● What to produce
Lines in the records below that contain the word "node" must each be copied.

** Available data follows **

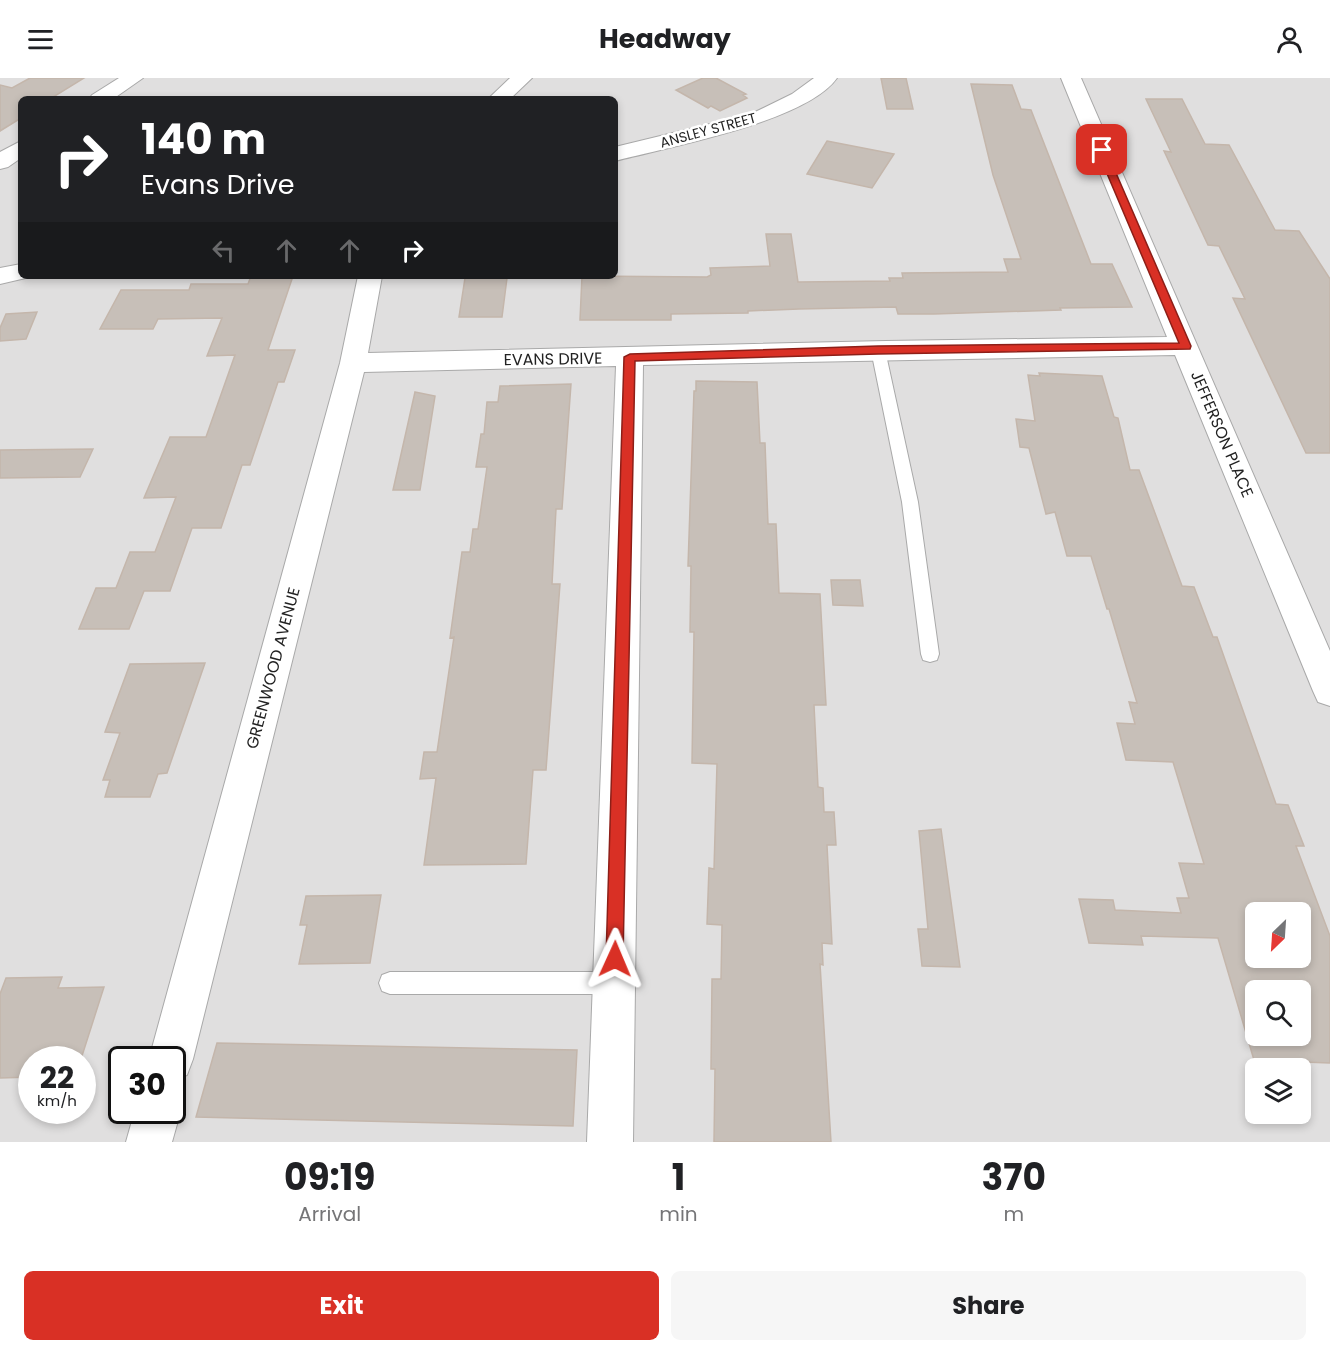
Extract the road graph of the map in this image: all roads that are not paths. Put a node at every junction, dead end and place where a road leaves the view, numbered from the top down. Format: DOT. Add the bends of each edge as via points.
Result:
graph roads {
  1 [pos="133,78"];
  2 [pos="522,78"];
  3 [pos="827,78"];
  4 [pos="1071,78"];
  5 [pos="104,96"];
  6 [pos="501,96"];
  7 [pos="18,150"];
  8 [pos="618,153"];
  9 [pos="0,162"];
  10 [pos="18,273"];
  11 [pos="0,276"];
  12 [pos="369,279"];
  13 [pos="1186,346"];
  14 [pos="878,350"];
  15 [pos="630,357"];
  16 [pos="353,363"];
  17 [pos="930,654"];
  18 [pos="1330,690"];
  19 [pos="390,983"];
  20 [pos="614,983"];
  21 [pos="174,1046"];
  22 [pos="154,1124"];
  23 [pos="149,1142"];
  24 [pos="610,1142"];
  1 -- 5 [label="street"];
  2 -- 6 [label="street"];
  3 -- 8 [label="street, ANSLEY STREET" via="799,98 758,118"];
  4 -- 13 [label="street, JEFFERSON PLACE"];
  7 -- 9 [label="street"];
  10 -- 11 [label="street"];
  12 -- 16 [label="street, GREENWOOD AVENUE"];
  13 -- 14 [label="street, EVANS DRIVE"];
  13 -- 18 [label="street, JEFFERSON PLACE"];
  14 -- 15 [label="street, EVANS DRIVE"];
  14 -- 17 [label="lane" via="910,502"];
  15 -- 16 [label="street, EVANS DRIVE"];
  15 -- 20 [label="street"];
  16 -- 21 [label="street, GREENWOOD AVENUE"];
  19 -- 20 [label="lane"];
  20 -- 24 [label="street"];
  22 -- 23 [label="street"];
}
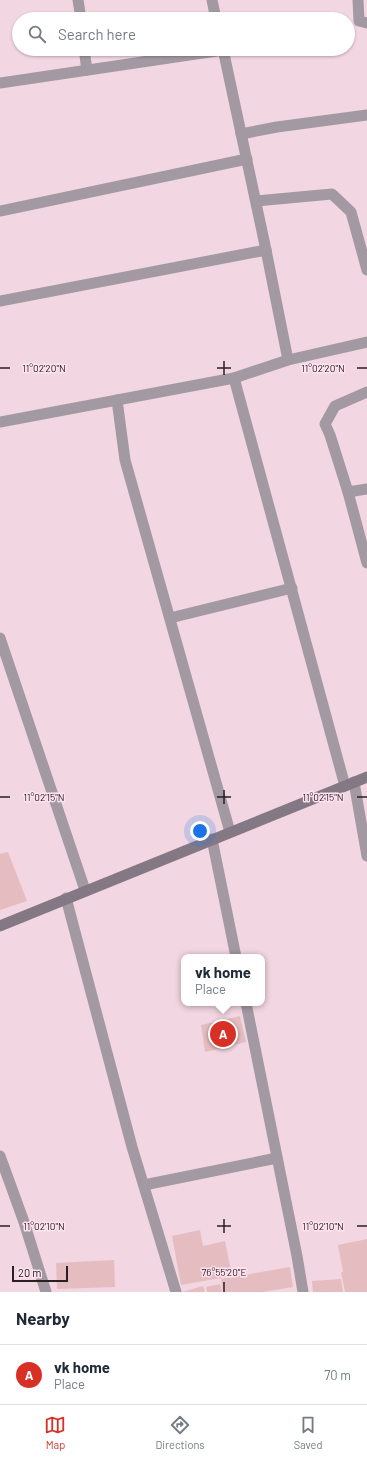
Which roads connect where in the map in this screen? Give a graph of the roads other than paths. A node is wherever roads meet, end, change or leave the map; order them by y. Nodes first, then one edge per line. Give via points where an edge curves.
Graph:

** End of Available data **

● Task result
Extract the road graph of the map in this image: all roads that are not paths. Put a node at every junction, dead end and place where a road leaves the view, numbered from the top down. Format: DOT. Add the bends of each edge as via points.
Which roads connect where in the map in this screen? Give a graph of the roads other than paths. A node is wherever roads meet, end, change or leave the map; order them by y. Nodes first, then one edge per line. Give via points where an edge curves.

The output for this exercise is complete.